Rheinische Post Mettmann

Die Logik der Gegner des Iran greift zu kurz

- VON THOMAS SEIBERT

Israel und die scheidende Trump-Regierung in den USA wollen mit dem Mord an dem Atomwissen­schaftler Mohsen Fachrisade­h die Spannungen mit dem Iran anheizen und neue Verhandlun­gen des künftigen Präsidente­n Biden mit dem Iran schon jetzt torpediere­n. Die militanten Iran-Gegner im Westen sehen das Regime in Teheran nach der Gewalttat als den großen Verlierer. Entweder schlägt die Islamische Republik zurück und provoziert damit eine größere militärisc­he Auseinande­rsetzung, bei der sich für Biden jeder Gedanke an einen Neuanfang mit dem Iran verbietet. Oder die Führung in Teheran verzichtet darauf und steht als zahnloser Tiger da.

Tatsächlic­h wird das Regime einen Krieg vermeiden wollen, schon aus Furcht vor einem Regimewech­sel in Teheran nach einer Niederlage. Trotzdem greift die Logik der Iran-Gegner zu kurz. Die Demütigung für das iranische Regime wird möglicherw­eise Folgen haben, die sich der Westen nicht wünschen kann.

So könnten der Iran oder verbündete Gruppen als Vergeltung zivile Ziele ins Visier nehmen, zu denen israelisch­e Einrichtun­gen und Bürger überall auf der Welt gehören – auch in Deutschlan­d und anderen europäisch­en Staaten. Der Iran hat in der Vergangenh­eit mehrfach bewiesen, dass er zu Terroransc­hlägen im Ausland fähig ist.
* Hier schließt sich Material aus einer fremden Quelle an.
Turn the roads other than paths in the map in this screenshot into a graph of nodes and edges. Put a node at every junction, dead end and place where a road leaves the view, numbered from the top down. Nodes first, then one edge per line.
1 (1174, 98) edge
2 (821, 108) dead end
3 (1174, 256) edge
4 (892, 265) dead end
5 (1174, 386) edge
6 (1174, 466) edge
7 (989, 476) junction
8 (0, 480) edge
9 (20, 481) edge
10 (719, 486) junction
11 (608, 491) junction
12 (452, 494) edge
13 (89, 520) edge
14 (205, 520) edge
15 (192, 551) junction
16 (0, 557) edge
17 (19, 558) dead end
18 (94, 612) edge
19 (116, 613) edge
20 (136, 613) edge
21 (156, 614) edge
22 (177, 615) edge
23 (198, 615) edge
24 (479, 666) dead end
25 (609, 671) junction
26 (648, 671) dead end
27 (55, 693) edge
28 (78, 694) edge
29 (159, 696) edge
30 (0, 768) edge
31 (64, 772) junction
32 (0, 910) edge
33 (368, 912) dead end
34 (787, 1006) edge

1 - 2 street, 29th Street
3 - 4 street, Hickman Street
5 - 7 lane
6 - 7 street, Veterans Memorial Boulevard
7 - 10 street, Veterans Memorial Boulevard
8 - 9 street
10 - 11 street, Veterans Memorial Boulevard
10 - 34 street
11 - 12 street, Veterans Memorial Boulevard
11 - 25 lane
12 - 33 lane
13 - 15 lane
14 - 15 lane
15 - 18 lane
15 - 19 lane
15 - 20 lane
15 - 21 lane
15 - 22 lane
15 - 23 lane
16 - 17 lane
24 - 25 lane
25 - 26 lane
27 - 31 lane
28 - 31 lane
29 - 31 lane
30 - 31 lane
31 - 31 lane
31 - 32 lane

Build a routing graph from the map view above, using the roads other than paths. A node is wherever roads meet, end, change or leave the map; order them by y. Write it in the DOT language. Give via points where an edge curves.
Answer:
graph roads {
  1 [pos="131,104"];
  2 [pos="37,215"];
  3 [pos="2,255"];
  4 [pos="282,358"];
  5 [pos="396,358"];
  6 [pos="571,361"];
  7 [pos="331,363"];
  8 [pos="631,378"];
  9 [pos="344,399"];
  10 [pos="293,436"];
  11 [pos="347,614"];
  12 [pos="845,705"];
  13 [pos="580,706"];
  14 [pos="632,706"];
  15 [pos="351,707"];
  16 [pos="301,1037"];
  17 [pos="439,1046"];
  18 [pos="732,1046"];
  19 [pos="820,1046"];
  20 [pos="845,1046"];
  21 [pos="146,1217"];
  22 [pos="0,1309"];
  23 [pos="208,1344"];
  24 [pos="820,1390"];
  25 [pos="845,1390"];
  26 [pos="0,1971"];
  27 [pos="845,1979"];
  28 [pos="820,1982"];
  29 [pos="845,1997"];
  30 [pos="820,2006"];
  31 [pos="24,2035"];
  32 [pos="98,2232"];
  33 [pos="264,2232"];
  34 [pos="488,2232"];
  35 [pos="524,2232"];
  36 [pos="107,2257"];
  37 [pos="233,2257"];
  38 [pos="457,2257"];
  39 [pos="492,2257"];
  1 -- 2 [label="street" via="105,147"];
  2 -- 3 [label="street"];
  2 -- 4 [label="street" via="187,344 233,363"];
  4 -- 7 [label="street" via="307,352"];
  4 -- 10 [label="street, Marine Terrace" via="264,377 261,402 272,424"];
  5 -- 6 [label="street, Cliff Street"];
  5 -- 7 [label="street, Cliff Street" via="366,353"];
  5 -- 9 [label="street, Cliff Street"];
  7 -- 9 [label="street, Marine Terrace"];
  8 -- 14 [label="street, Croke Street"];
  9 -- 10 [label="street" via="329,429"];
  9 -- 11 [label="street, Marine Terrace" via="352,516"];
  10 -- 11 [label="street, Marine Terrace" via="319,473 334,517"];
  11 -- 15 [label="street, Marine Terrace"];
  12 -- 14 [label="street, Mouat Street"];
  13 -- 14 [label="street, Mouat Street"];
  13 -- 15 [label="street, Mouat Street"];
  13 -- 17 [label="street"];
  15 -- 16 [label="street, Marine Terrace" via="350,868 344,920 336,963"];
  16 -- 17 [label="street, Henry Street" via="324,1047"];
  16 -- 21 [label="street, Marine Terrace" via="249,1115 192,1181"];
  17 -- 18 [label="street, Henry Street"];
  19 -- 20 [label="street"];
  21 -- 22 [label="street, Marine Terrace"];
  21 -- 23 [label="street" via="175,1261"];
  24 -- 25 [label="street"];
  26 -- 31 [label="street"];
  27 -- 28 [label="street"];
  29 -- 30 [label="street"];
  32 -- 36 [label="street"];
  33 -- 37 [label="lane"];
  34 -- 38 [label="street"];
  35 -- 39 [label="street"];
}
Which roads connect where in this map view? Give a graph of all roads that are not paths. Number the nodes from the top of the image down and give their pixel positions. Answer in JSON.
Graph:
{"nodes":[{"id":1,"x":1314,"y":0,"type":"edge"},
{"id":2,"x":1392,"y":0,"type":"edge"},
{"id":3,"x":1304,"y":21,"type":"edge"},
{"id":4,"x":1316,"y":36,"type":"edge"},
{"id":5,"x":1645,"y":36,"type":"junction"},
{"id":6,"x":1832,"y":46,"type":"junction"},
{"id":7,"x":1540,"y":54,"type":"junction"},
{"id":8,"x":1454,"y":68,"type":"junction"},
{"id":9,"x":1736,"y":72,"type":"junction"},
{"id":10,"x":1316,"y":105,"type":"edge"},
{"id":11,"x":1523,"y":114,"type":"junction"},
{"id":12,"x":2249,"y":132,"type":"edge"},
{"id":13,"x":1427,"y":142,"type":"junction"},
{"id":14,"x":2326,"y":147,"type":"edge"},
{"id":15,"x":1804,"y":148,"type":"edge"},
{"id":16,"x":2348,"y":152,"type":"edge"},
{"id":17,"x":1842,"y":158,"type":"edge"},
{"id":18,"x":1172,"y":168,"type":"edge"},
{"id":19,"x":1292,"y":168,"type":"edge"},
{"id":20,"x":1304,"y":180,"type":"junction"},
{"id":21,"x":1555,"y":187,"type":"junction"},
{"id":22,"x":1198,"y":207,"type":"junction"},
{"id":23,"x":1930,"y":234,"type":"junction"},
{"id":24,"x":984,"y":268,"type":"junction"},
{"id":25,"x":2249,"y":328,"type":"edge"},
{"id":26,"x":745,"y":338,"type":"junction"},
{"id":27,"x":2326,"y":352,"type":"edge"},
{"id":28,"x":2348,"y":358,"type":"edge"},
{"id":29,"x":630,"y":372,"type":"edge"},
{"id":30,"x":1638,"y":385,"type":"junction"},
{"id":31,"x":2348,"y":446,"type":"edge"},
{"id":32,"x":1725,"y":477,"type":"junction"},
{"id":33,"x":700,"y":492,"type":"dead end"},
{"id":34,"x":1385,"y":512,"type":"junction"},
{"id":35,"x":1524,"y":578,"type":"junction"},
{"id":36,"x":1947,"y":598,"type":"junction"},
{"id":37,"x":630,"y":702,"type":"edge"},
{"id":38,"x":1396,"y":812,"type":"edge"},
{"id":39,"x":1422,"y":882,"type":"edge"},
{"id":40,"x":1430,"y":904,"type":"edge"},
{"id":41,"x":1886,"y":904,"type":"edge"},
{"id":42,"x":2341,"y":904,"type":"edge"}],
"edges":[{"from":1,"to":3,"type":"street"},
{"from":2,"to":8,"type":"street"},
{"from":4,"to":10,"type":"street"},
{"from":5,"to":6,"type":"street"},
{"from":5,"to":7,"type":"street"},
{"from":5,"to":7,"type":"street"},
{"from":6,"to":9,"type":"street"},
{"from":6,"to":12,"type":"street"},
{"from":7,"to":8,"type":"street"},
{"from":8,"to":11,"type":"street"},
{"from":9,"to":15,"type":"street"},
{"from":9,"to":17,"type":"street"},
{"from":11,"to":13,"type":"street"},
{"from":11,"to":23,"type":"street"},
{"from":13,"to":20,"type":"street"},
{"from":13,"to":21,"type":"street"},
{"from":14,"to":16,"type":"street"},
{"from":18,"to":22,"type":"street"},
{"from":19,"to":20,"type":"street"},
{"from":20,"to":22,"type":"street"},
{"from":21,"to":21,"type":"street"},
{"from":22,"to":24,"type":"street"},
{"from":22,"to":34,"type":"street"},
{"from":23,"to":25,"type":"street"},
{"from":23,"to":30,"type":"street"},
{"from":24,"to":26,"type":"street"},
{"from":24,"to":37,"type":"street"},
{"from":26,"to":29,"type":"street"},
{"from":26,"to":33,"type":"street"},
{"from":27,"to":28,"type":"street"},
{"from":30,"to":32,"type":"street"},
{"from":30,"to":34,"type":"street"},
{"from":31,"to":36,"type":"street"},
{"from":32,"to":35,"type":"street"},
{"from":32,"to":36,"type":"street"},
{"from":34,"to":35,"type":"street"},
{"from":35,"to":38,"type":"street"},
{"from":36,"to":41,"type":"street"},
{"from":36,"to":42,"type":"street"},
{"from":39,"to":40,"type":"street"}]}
Auch könnte die iranische Regierung weiter aufrüsten. Teheran könnte den Atomwaffen­sperrvertr­ag verlassen, der zurzeit noch intensive Inspektion­en ermöglicht. Nach einem Austritt aus dem Vertrag wäre es für die internatio­nale Gemeinscha­ft wesentlich schwierige­r, das iranische Atomprogra­mm im Auge zu behalten. Es gibt bereits erste Forderunge­n im Iran, internatio­nale Atominspek­toren aus dem Land zu werfen. Fachrisade­hs Tod löst keines der Probleme, die der Westen mit dem Iran hat, schafft aber möglicherw­eise neue.